⚡Energie Newsletter
March 29, 2026 · 06:33 Uhr
1Strompreiskrise und Gaspreisexplosion durch Iran-Konflikt
@Schuldensuehner, @steve_hanke, r/EU_Economics, Reuters Spot-Gaspreise in Deutschland sind auf über €60/MWh gestiegen – etwa 6x höher als in den USA – und sind im März um 43,7% teurer geworden. Der US-Israel-Konflikt im Iran löst eine neue europäische Energiekrise aus, die Deutschlands Industrie und Haushalte massiv belastet und die Abhängigkeit von fossilen Rohstoffen verschärft. Die hohen Stromgestehungskosten durch Gaskraftwerke treffen ein Land, das seine Energiewende noch nicht stabilisiert hat.

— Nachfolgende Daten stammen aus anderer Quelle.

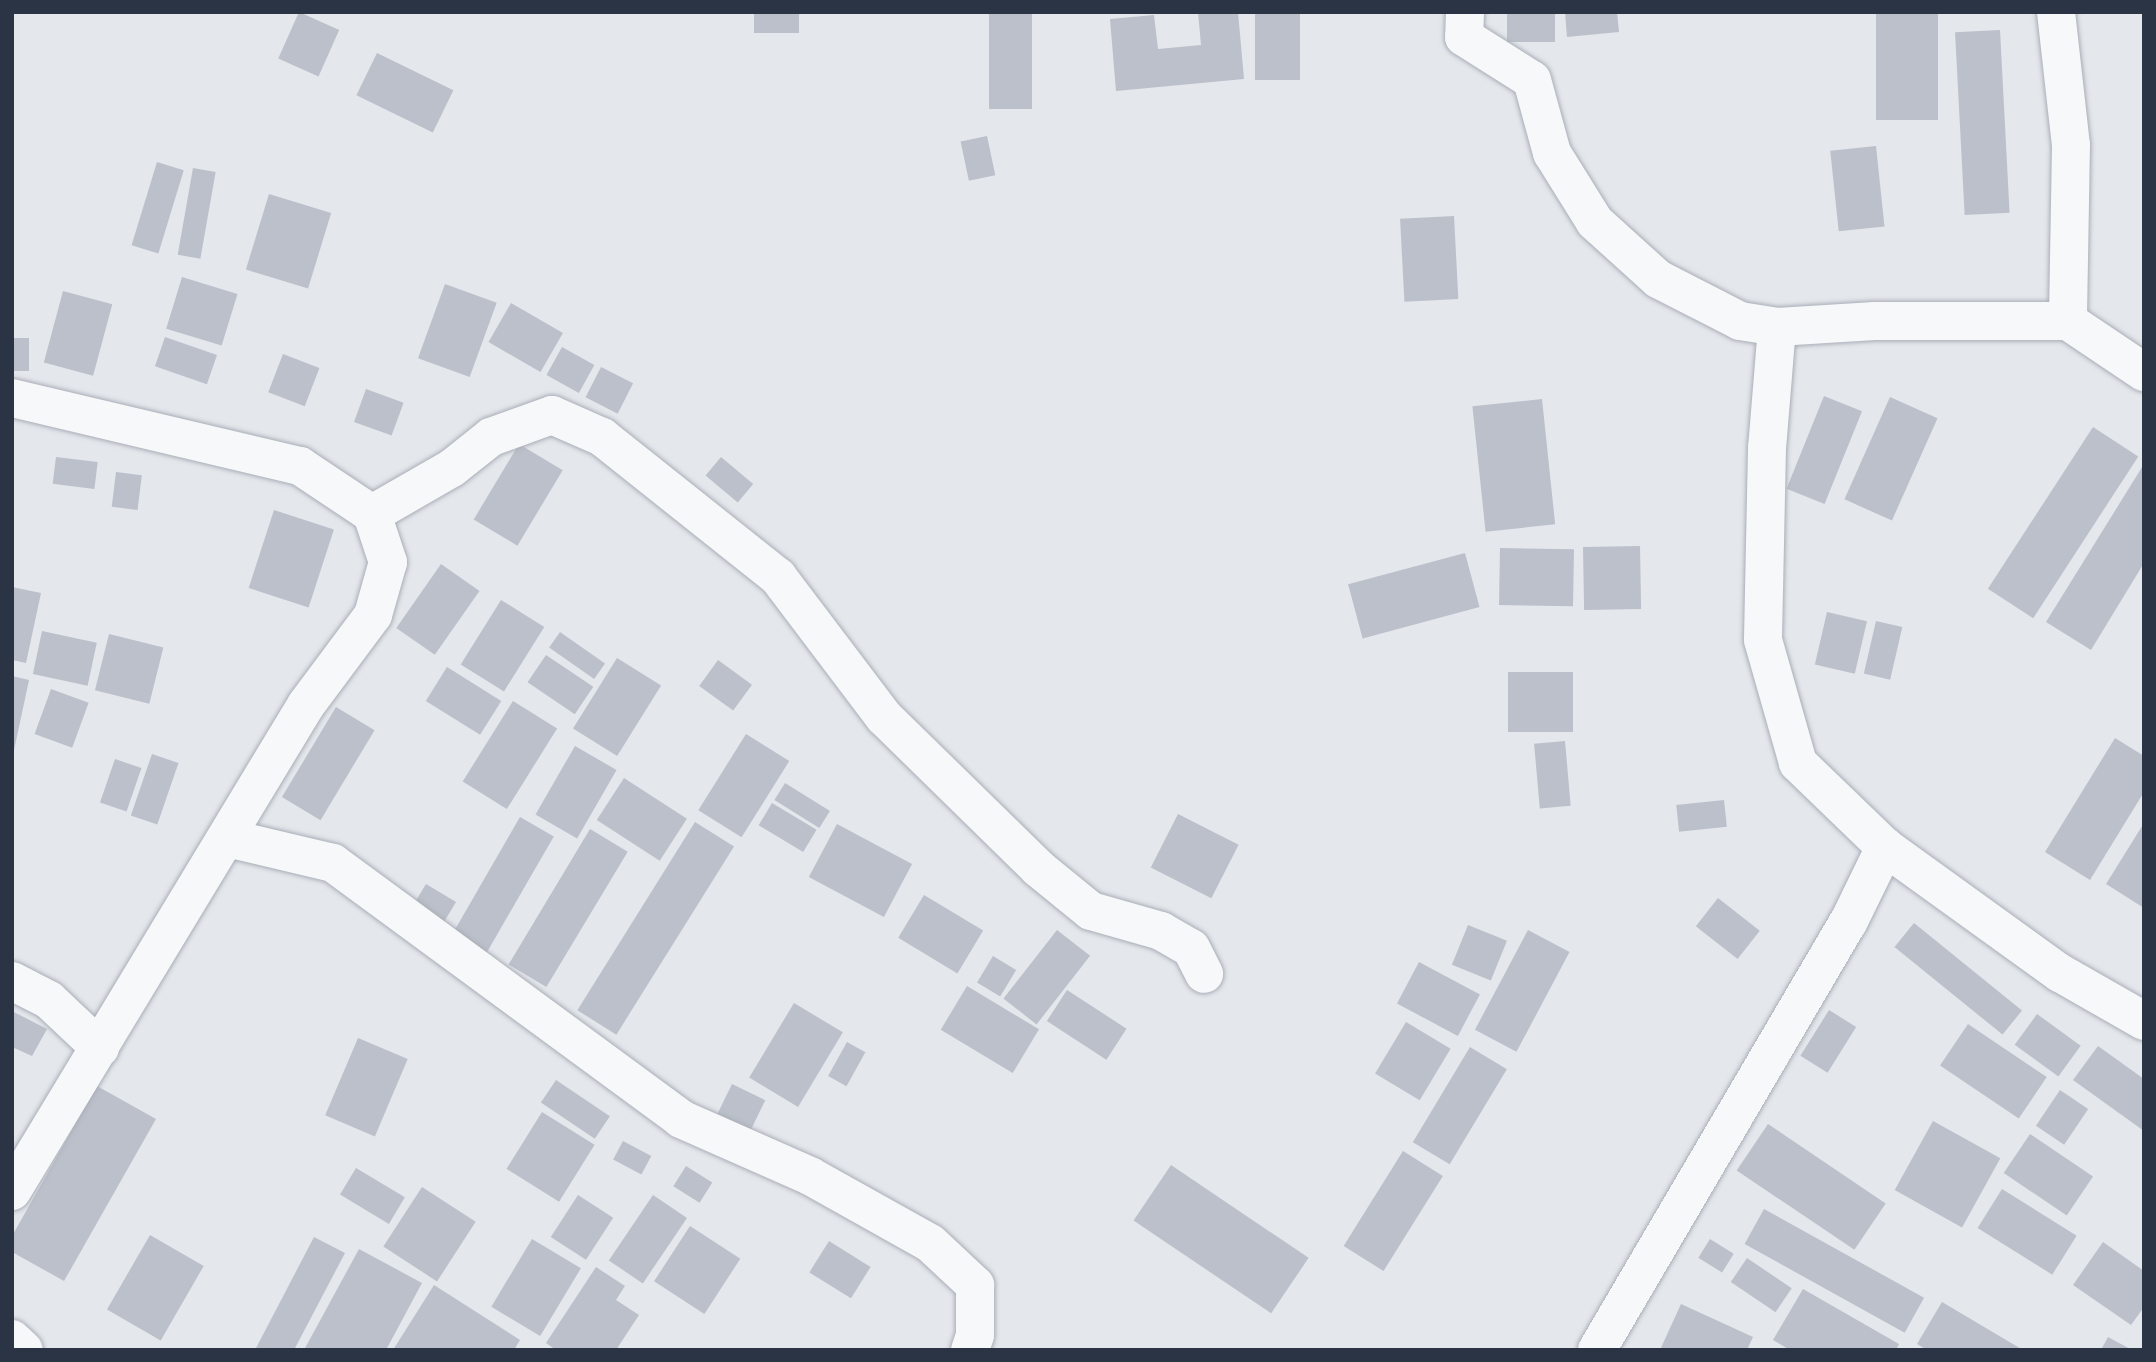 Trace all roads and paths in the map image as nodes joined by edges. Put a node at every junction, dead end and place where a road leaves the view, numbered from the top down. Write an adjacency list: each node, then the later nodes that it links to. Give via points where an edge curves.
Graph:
1 (1465, 12): 4 (street, via 1464,37 1532,80 1552,153 1595,222 1658,279 1740,321)
2 (2056, 12): 3 (street, via 2071,145)
3 (2068, 321): 4 (street, via 1875,321); 5 (street)
4 (1777, 327): 9 (street, via 1767,448 1763,640 1798,763)
5 (2144, 372)
6 (12, 398): 7 (street, via 300,466)
7 (372, 514): 8 (street, via 388,562 373,615 306,705); 10 (street, via 452,468 491,436 552,415 602,437 778,578 884,717 1038,868 1090,911 1161,931 1191,948)
8 (227, 838): 13 (street); 17 (street, via 333,863 681,1119 810,1176 930,1243 975,1285 975,1335)
9 (1885, 847): 12 (street, via 2060,973); 18 (street, via 1849,923)
10 (1204, 974)
11 (12, 981): 13 (street, via 49,1000)
12 (2144, 1021)
13 (100, 1048): 14 (street)
14 (12, 1191)
15 (12, 1339): 16 (street)
16 (24, 1350)
17 (970, 1350)
18 (1597, 1350) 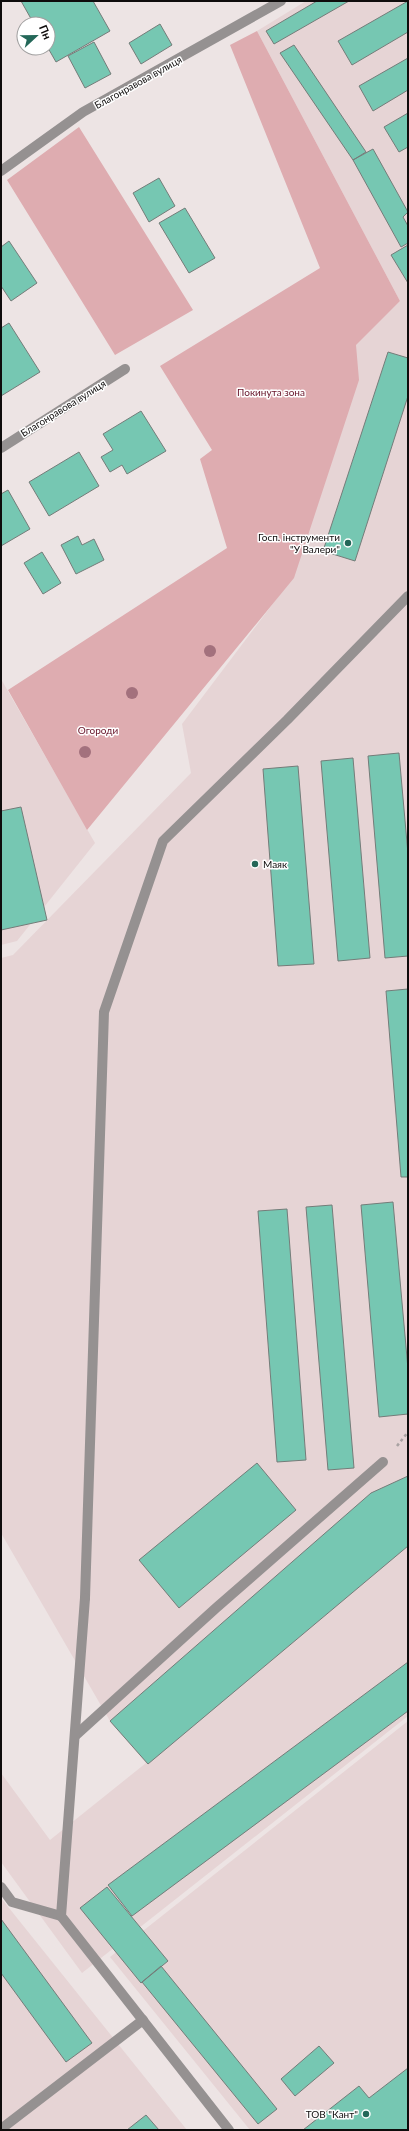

2Stromnetz am Limit: Redispatch-Bedarf und Kapazitätsengpässe 2026
@heisenbergs696, @VQuaschning, FAZ_Wirtschaft, Bundesnetzagentur Die Bundesnetzagentur warnt: Deutschland wird 2026 teilweise überlastet sein, benötigt 45 Tage Redispatch und hat unzureichende Backup-Kraftwerke. Amprion-CEO erklärt das Stromnetz für "ausverkauft"; erst ein Pilotprojekt mit 700 Elektroautos zeigt Redispatch-Lösungen. Die fehlende gesicherte Leistung nach Atomausstieg und Kohleabbau gefährdet die Netzstabilität und treibt massive Ausgleichskosten.
3Lobby- und Korruptionsvorwürfe gegen große Energiekonzerne
r/de (1759 Punkte), Reddit-Diskussionen Politiker zeigen auffällige Nähe zu EON und RWE; kritisiert wird die unklare Verflechtung ehemaliger Ministerinnen mit Konzerninteressen. Die Diskussion wirft Fragen zu Lobbying-Einfluss auf Energiepolitik und Subventionierungslogik auf, besonders im Kontext der Fusionsgenehmigungen (EVH/enercity/EON/RWE durch EU-Gericht bestätigt). Dies untergräbt das Vertrauen in die Unabhängigkeit regulatorischer Entscheidungen.
4RWE und EON expandieren im Ausland, während Gewinnaussichten trüber werden
@OilandEnergy, Reuters, r/Energiewirtschaft RWE plant $19 Mrd. US-Investitionen bis 2031 und unterstützt Fusionsprojekte (Biblis); EnBW rechnet mit stabilen oder fallenden Gewinnen 2026. Deutsche Energiekonzerne verlagern Wachstum ins Ausland und in Zukunftstechnologien (Fusion), während Deutschlands Strommarkt durch hohe Preise und Netzprobleme Rentabilität unter Druck setzt.
5Erneuerbaren-Rekorde stoßen auf Netzgrenzen: Stromexporte sinken
@Kl_Stone, r/Energiewirtschaft, ADAC, NDR Wind und Solar decken 76-80% der deutschen Stromerzeugung, Netto-CO2 sinkt auf ~210g/kWh; aber Stromexporte fallen und Importe steigen (13 GW im März bei Dunkelflauten). Die Energiewende läuft in Produktion erfolgreich, scheitert aber an Netzintegration, Speicherung und Lastmanagement – Subventionen für Erzeugung nutzen nichts ohne Netzausbau.
Situation Report
Deutschland steht 2026 vor einer strukturellen Energiekrise: Hohe Gaspreise durch den Iran-Konflikt verschärfen die Stromgestehungskosten, während das überbelastete Stromnetz trotz Rekord-Erneuerbaren-Anteilen instabil bleibt und massive Redispatch-Kosten verursacht. Die großen Energiekonzerne (RWE, EON, EnBW) kapitalisieren im Ausland, während Deutschlands Industrie unter 3x höheren Strompreisen als die USA leidet und der Netzausbau hinter der Erzeugungskapazität zurückbleibt. Lobby-Vorwürfe und verzögerte Backup-Kraftwerk-Ausschreibungen signalisieren regulatorisches Versagen, das die Energiewende-Strategie von Dekarbonisierung ohne gesicherte Versorgungssicherheit unterminiert.